[TASK BRIEF] Search the records for the word "tunnel" and copy every line in which it occurs.

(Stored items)
==*==

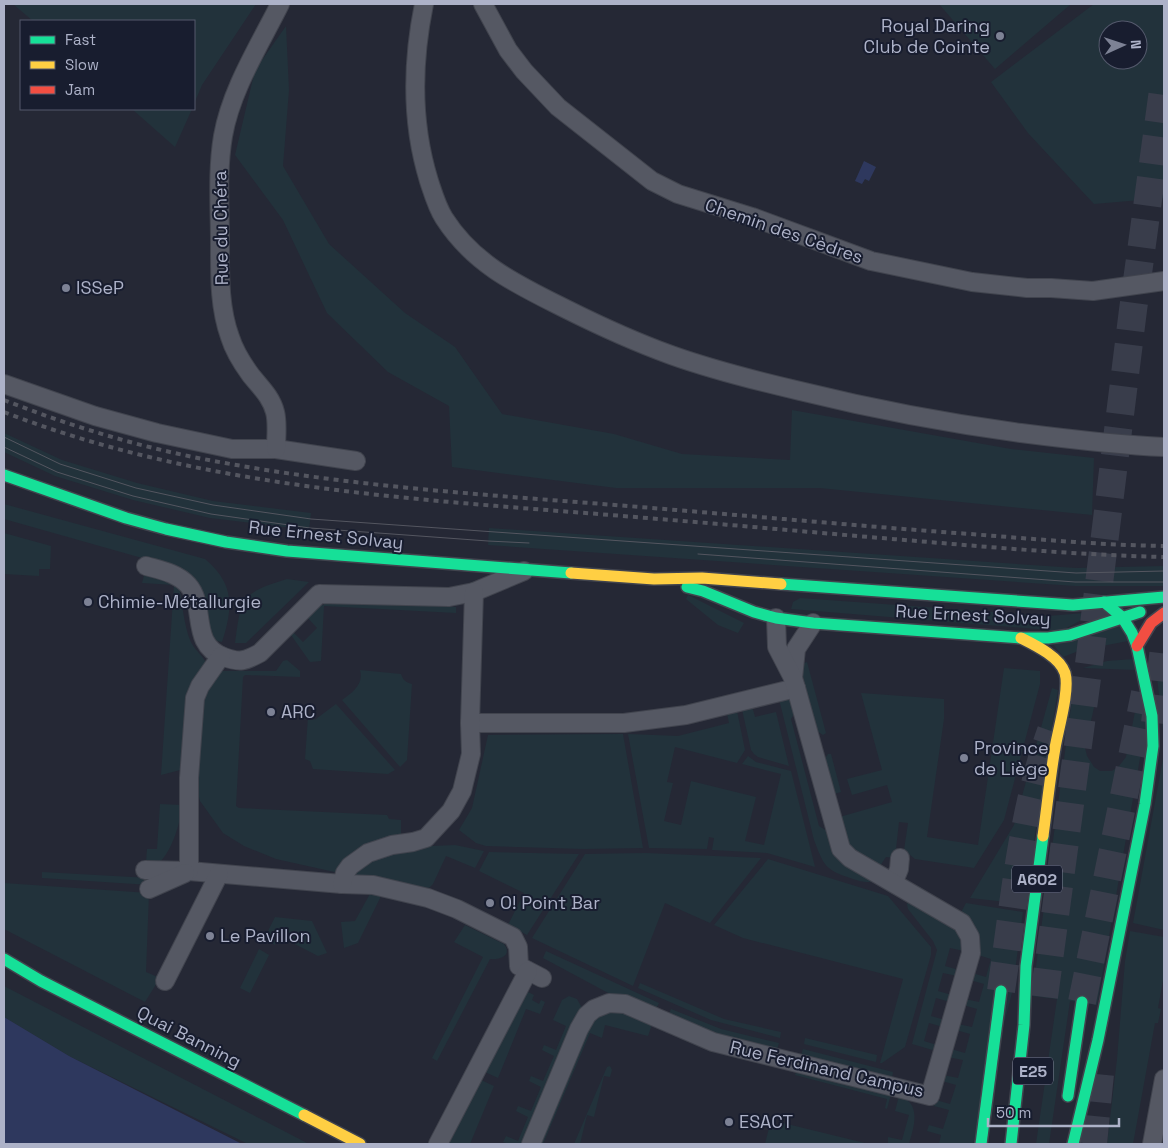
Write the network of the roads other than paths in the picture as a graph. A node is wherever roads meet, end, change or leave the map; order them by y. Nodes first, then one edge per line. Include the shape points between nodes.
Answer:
1 (280, 4) edge
2 (424, 4) edge
3 (483, 4) edge
4 (1164, 281) edge
5 (4, 384) edge
6 (1164, 447) edge
7 (276, 450) junction
8 (356, 461) dead end
9 (4, 475) edge
10 (146, 566) dead end
11 (526, 570) junction
12 (654, 579) junction
13 (816, 587) junction
14 (474, 592) junction
15 (786, 595) dead end
16 (1164, 598) edge
17 (1104, 602) junction
18 (1164, 608) edge
19 (777, 613) junction
20 (1164, 613) edge
21 (1122, 617) junction
22 (814, 623) junction
23 (1021, 638) junction
24 (1137, 646) junction
25 (221, 656) junction
26 (795, 683) junction
27 (470, 723) junction
28 (146, 870) dead end
29 (189, 871) junction
30 (219, 874) junction
31 (343, 879) junction
32 (149, 889) dead end
33 (4, 959) edge
34 (165, 981) dead end
35 (1001, 992) tunnel mouth
36 (1082, 1002) tunnel mouth
37 (1164, 1079) edge
38 (1067, 1106) dead end
39 (1026, 1115) dead end
40 (360, 1144) edge
41 (438, 1144) edge
42 (531, 1144) edge
43 (980, 1144) edge
44 (1011, 1144) edge
45 (1021, 1144) edge
46 (1073, 1144) edge
47 (1152, 1144) edge

1 - 7 street, Rue du Chéra via 234,99 220,159 221,283 226,326 239,356 271,401 276,419
2 - 6 street via 418,40 415,110 426,171 443,216 473,254 502,276 623,336 670,355 752,380 870,408 985,428
3 - 4 street, Chemin des Cèdres via 508,50 558,107 652,182 678,194 752,217 871,261 972,282 1093,291
5 - 7 street via 95,416 157,433 232,449
7 - 8 street
9 - 11 main road, Rue Ernest Solvay via 125,518 215,540 307,553
10 - 25 street via 178,576 188,585 194,594 207,646
11 - 12 main road, Rue Ernest Solvay
11 - 14 street
12 - 13 main road, Rue Ernest Solvay via 702,578
12 - 19 main road, Rue Ernest Solvay via 703,591 754,612
13 - 15 main road, Rue Ernest Solvay
13 - 17 main road, Rue Ernest Solvay via 1073,605
14 - 25 street via 449,597 319,594 260,652 237,662
14 - 27 street
16 - 17 main road, Rue Ernest Solvay
17 - 21 main road
18 - 21 main road, Rue Ernest Solvay
19 - 22 main road, Rue Ernest Solvay
19 - 26 street via 777,647
20 - 24 main road via 1146,629
21 - 23 main road, Rue Ernest Solvay via 1070,635
21 - 24 main road
22 - 23 main road, Rue Ernest Solvay
22 - 26 street via 796,649
23 - 44 main road, A602 via 1042,648 1061,666 1066,689 1052,767 1026,966 1024,1025
24 - 46 main road via 1152,716 1153,746 1145,804 1098,1040
25 - 29 street via 195,698 189,778
26 - 27 street via 686,715 624,723
26 - 42 street, Rue Ferdinand Campus via 841,849 850,858 962,923 970,937 971,953 930,1096 713,1042 626,1004 609,1003 594,1008 579,1029
27 - 31 street via 471,754 462,791 451,811 426,838 368,853 350,866
28 - 29 street
29 - 30 street
29 - 32 street
30 - 31 street
30 - 34 street
31 - 41 street via 428,898 457,909 513,937 518,947 518,966 535,974
33 - 40 main road, Quai Banning
35 - 43 main road
36 - 38 main road, E25
37 - 47 street
39 - 45 main road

==*==

[PROBLEM SOLUTION]
35 (1001, 992) tunnel mouth
36 (1082, 1002) tunnel mouth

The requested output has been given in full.